● **PROBLEM TO SOLVE**
The copy has to match the data exactly and leave out every picture.

● **GIVEN ENTRIES**
....
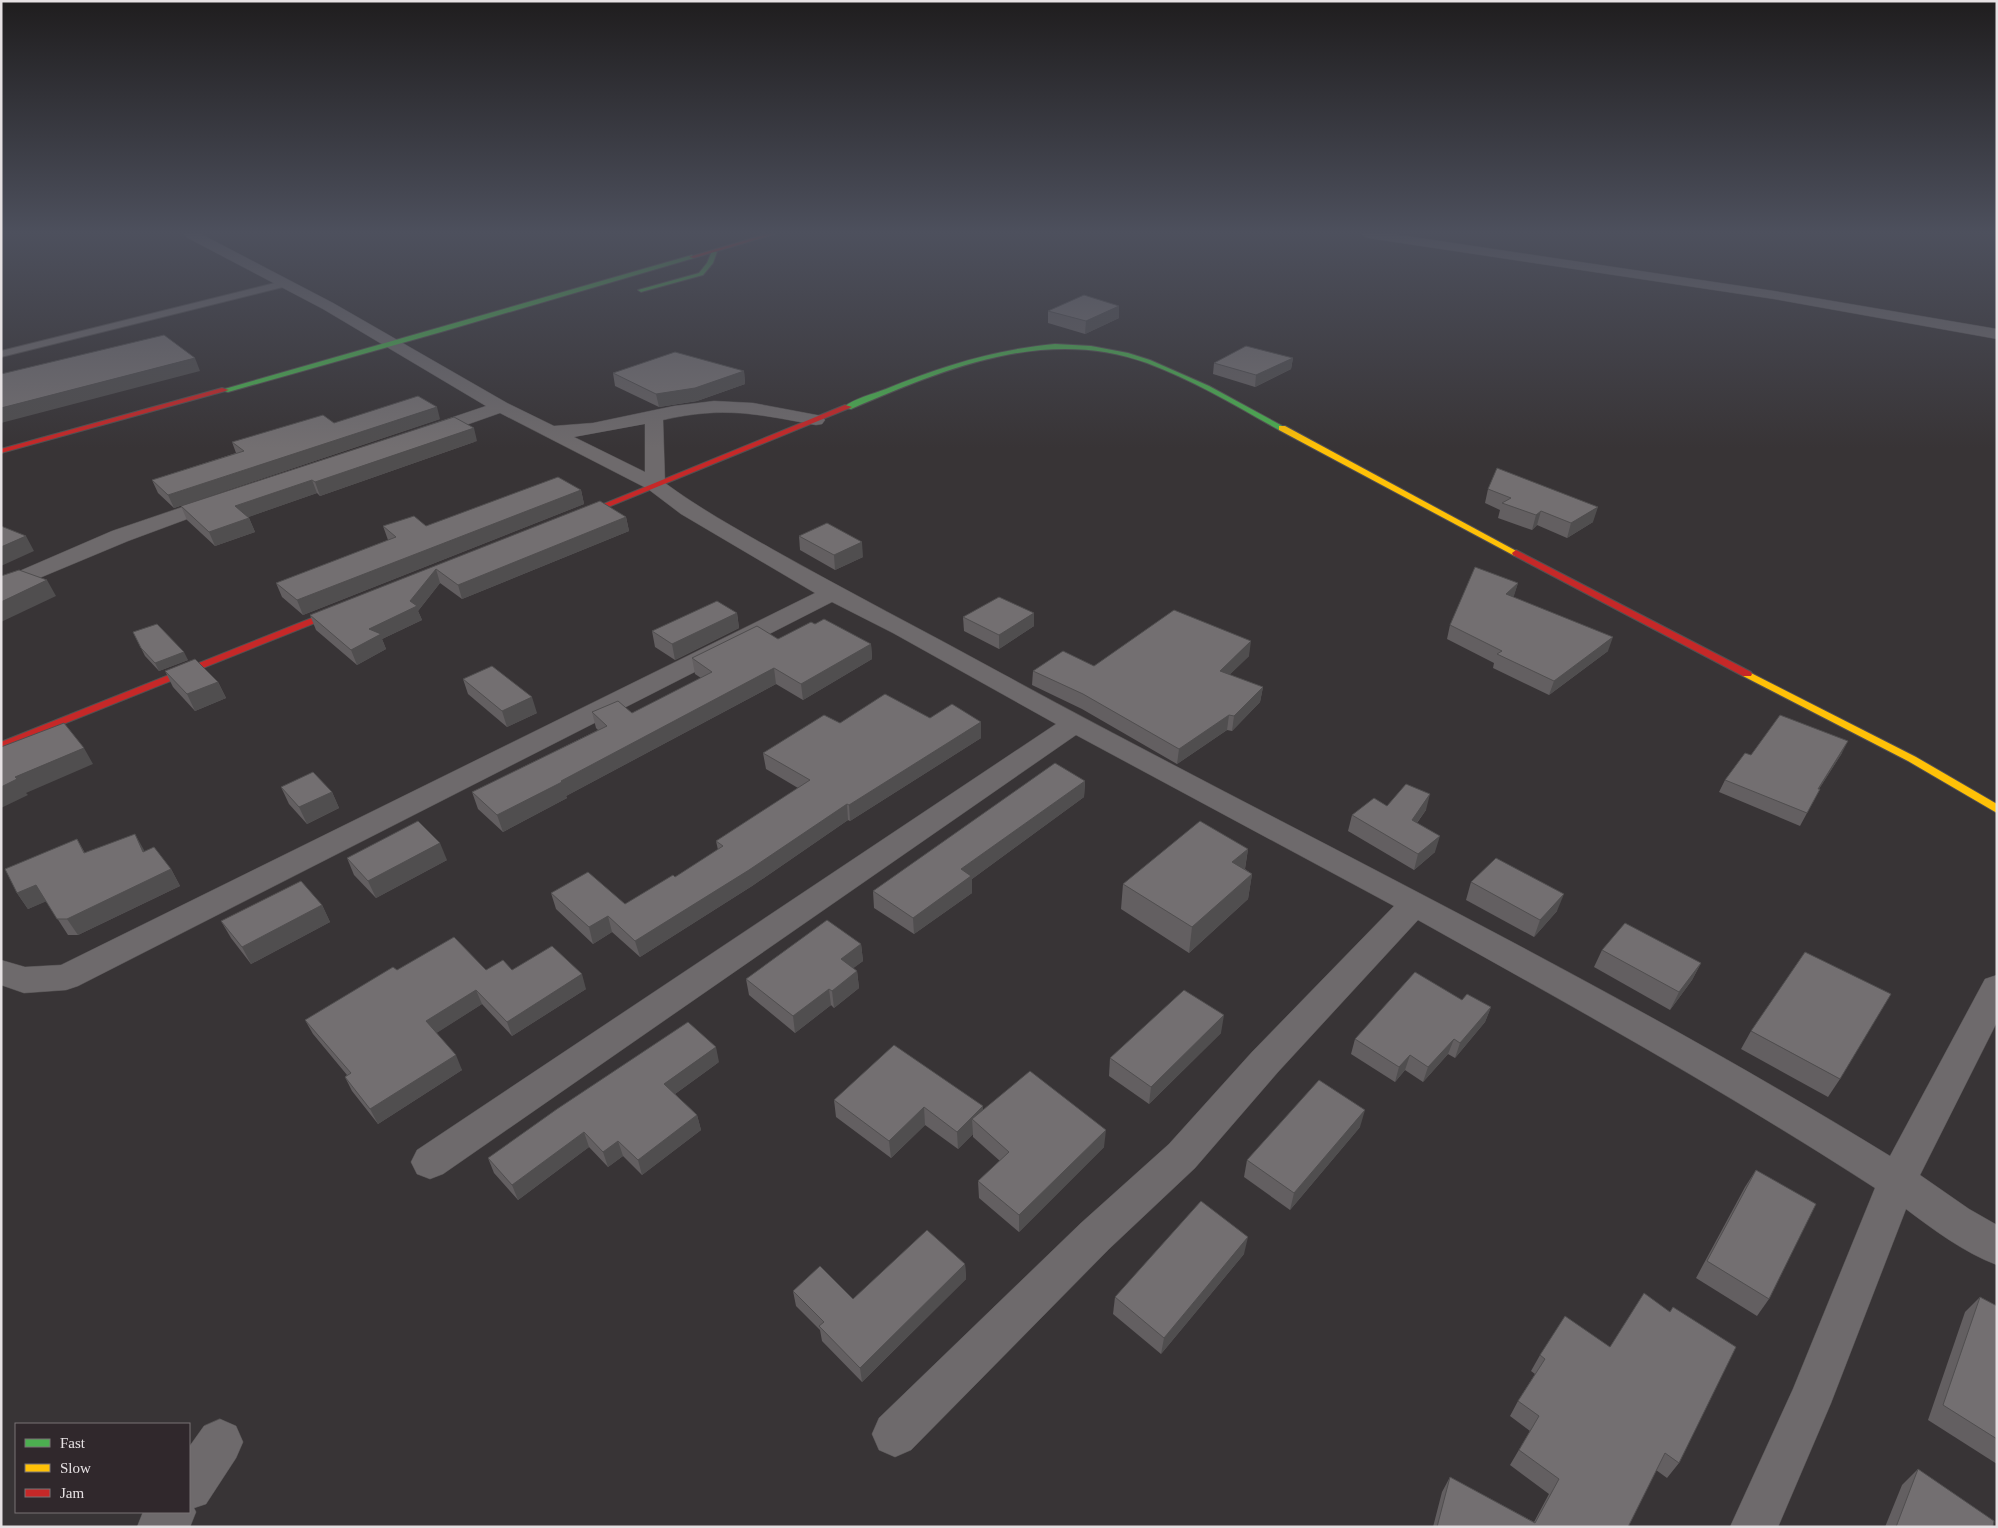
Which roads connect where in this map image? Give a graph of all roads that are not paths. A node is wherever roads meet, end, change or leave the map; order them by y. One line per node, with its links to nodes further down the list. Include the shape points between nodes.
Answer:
1 (197, 305): 8 (lane)
2 (330, 305): 7 (street)
3 (530, 305): 7 (street)
4 (1833, 305): 5 (street)
5 (1997, 334)
6 (457, 337): 7 (street)
7 (402, 342): 9 (street); 14 (street)
8 (1, 354)
9 (501, 407): 12 (street); 13 (street)
10 (654, 417): 11 (street, via 726,406); 12 (street); 15 (street)
11 (816, 420): 15 (street); 23 (street, via 943,370 1006,351 1075,345 1142,358 1250,411 1858,731)
12 (553, 432): 15 (street)
13 (408, 438)
14 (1, 451)
15 (655, 485): 17 (street); 19 (street, via 688,510)
16 (237, 495): 18 (street, via 129,533)
17 (559, 524)
18 (1, 587)
19 (832, 593): 21 (street); 25 (street, via 66,977 24,980)
20 (362, 602): 22 (street)
21 (1075, 724): 24 (street); 27 (street)
22 (1, 746)
23 (1997, 809)
24 (1415, 904): 28 (street, via 1724,1076); 30 (street, via 1265,1062 1182,1156 1082,1249)
25 (1, 972)
26 (1997, 988): 28 (street)
27 (430, 1162)
28 (1898, 1181): 29 (street, via 1955,1222); 35 (street, via 1809,1403)
29 (1997, 1246)
30 (894, 1434)
31 (220, 1442): 32 (street)
32 (190, 1487)
33 (171, 1513): 34 (street)
34 (161, 1527)
35 (1754, 1527)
....
● **RESULT FOR THIS EXERCISE**
Which roads connect where in this map image? Give a graph of all roads that are not paths. A node is wherever roads meet, end, change or leave the map; order them by y. One line per node, with its links to nodes further down the list. Include the shape points between nodes.
Answer:
1 (197, 305): 8 (lane)
2 (330, 305): 7 (street)
3 (530, 305): 7 (street)
4 (1833, 305): 5 (street)
5 (1997, 334)
6 (457, 337): 7 (street)
7 (402, 342): 9 (street); 14 (street)
8 (1, 354)
9 (501, 407): 12 (street); 13 (street)
10 (654, 417): 11 (street, via 726,406); 12 (street); 15 (street)
11 (816, 420): 15 (street); 23 (street, via 943,370 1006,351 1075,345 1142,358 1250,411 1858,731)
12 (553, 432): 15 (street)
13 (408, 438)
14 (1, 451)
15 (655, 485): 17 (street); 19 (street, via 688,510)
16 (237, 495): 18 (street, via 129,533)
17 (559, 524)
18 (1, 587)
19 (832, 593): 21 (street); 25 (street, via 66,977 24,980)
20 (362, 602): 22 (street)
21 (1075, 724): 24 (street); 27 (street)
22 (1, 746)
23 (1997, 809)
24 (1415, 904): 28 (street, via 1724,1076); 30 (street, via 1265,1062 1182,1156 1082,1249)
25 (1, 972)
26 (1997, 988): 28 (street)
27 (430, 1162)
28 (1898, 1181): 29 (street, via 1955,1222); 35 (street, via 1809,1403)
29 (1997, 1246)
30 (894, 1434)
31 (220, 1442): 32 (street)
32 (190, 1487)
33 (171, 1513): 34 (street)
34 (161, 1527)
35 (1754, 1527)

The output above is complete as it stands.